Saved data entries
========
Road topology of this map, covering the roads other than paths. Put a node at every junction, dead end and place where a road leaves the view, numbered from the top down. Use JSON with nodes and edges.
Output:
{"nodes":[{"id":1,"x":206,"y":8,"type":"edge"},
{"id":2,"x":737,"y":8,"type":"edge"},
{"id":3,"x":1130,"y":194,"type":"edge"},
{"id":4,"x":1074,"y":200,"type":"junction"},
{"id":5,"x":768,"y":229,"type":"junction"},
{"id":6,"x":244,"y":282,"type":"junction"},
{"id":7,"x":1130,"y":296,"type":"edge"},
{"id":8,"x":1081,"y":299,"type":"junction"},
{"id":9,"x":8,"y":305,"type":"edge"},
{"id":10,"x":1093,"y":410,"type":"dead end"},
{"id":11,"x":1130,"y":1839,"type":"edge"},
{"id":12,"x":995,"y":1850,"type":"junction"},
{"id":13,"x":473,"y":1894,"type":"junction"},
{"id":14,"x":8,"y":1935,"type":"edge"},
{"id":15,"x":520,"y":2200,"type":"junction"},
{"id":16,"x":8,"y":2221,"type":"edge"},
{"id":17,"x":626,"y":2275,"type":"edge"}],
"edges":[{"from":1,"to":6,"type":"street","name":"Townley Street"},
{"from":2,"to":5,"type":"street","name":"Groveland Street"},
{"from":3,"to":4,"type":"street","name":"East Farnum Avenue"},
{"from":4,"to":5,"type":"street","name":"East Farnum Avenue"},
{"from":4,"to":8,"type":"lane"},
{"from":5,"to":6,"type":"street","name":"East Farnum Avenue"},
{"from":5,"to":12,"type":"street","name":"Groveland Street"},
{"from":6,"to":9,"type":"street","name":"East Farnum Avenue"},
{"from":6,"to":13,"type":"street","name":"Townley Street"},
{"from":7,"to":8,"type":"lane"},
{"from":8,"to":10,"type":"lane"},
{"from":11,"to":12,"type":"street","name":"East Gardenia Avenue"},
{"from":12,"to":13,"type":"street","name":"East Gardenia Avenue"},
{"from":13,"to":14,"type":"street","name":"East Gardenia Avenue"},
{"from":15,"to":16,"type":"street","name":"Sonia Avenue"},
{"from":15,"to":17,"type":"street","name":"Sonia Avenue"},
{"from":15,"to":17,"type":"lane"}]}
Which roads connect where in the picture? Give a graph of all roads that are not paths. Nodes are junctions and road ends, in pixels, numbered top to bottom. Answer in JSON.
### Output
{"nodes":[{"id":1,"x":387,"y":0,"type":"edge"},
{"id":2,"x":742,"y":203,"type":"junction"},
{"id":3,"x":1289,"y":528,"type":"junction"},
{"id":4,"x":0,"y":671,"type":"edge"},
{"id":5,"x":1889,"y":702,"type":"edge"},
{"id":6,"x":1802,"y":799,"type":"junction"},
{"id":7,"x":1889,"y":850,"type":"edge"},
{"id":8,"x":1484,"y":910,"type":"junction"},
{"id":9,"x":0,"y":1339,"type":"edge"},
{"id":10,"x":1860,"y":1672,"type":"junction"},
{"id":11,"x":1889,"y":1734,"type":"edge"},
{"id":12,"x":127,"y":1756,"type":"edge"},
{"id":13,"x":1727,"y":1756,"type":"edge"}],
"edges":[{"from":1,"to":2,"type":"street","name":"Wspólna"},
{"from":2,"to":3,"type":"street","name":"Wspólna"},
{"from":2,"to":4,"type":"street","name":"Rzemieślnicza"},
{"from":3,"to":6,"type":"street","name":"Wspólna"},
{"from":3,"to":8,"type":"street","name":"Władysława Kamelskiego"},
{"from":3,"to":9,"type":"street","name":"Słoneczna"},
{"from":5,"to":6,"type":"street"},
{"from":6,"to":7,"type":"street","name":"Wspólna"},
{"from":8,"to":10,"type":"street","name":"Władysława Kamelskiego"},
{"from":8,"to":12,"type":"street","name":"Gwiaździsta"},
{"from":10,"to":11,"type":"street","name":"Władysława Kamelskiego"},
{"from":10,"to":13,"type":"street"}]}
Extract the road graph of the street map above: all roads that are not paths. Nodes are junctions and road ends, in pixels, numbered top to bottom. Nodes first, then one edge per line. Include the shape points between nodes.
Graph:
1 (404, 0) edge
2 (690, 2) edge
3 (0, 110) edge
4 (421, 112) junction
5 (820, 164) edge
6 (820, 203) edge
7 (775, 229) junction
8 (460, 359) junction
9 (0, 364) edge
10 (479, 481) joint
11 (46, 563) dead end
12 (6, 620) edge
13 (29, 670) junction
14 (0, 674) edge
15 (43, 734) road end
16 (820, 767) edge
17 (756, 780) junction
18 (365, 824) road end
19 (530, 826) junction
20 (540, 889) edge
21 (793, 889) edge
========
Your answer should consist of the lines above that hold the word "JSON", copied exactly.

* _Response below_
Road topology of this map, covering the roads other than paths. Put a node at every junction, dead end and place where a road leaves the view, numbered from the top down. Use JSON with nodes and edges.
Which roads connect where in the picture? Give a graph of all roads that are not paths. Nodes are junctions and road ends, in pixels, numbered top to bottom. Answer in JSON.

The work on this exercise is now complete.